» THE TASK:
This exercise asks for every line of the material that includes the word "Henri".

» SOURCE DATA:
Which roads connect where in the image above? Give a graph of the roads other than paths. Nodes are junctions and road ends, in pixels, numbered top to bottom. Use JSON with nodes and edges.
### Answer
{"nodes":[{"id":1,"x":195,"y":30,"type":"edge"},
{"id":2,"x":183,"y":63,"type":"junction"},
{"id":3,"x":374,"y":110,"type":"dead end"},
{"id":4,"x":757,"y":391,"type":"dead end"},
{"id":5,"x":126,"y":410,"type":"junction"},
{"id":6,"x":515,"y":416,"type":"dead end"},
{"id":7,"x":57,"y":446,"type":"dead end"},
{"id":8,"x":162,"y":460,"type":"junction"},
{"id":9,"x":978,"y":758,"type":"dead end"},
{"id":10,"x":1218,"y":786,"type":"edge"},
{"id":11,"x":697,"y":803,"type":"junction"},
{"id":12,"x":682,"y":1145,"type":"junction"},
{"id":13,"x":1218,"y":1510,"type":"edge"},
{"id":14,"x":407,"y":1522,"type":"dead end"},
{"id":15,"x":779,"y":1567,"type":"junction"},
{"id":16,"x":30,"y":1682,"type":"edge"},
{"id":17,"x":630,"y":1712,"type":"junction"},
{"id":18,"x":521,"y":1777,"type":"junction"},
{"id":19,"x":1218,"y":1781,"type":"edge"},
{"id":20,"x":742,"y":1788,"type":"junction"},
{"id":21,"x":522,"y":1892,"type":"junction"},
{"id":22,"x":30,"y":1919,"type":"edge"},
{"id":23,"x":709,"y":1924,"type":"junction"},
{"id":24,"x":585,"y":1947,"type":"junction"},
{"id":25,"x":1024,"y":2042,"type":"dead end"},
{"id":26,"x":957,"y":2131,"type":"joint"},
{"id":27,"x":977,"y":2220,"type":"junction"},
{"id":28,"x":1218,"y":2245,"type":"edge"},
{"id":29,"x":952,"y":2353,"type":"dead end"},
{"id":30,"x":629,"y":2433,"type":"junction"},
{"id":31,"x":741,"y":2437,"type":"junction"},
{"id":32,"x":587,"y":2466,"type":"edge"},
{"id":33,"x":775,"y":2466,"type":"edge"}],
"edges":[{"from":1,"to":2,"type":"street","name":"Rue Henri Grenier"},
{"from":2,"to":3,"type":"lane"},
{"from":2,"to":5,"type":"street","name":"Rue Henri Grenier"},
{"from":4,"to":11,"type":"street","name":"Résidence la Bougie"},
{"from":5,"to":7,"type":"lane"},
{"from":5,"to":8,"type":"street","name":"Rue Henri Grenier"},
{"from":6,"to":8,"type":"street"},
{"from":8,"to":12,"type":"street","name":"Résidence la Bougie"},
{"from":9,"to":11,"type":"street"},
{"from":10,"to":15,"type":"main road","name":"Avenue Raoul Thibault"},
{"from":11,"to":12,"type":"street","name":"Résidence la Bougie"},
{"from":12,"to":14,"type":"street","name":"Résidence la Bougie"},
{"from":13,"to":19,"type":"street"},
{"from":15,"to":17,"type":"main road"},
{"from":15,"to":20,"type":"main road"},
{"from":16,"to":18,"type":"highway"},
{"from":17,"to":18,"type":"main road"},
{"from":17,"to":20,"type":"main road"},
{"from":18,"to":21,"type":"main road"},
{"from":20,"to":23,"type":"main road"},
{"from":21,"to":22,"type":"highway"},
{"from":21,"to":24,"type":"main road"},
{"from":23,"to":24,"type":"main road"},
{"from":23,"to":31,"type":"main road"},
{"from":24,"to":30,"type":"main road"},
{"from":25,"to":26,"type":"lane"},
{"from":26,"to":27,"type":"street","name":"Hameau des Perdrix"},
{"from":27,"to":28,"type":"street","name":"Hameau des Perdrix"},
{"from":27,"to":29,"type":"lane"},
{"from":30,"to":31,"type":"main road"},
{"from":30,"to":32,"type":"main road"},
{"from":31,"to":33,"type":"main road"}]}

» RESULT:
"edges":[{"from":1,"to":2,"type":"street","name":"Rue Henri Grenier"},
{"from":2,"to":5,"type":"street","name":"Rue Henri Grenier"},
{"from":5,"to":8,"type":"street","name":"Rue Henri Grenier"},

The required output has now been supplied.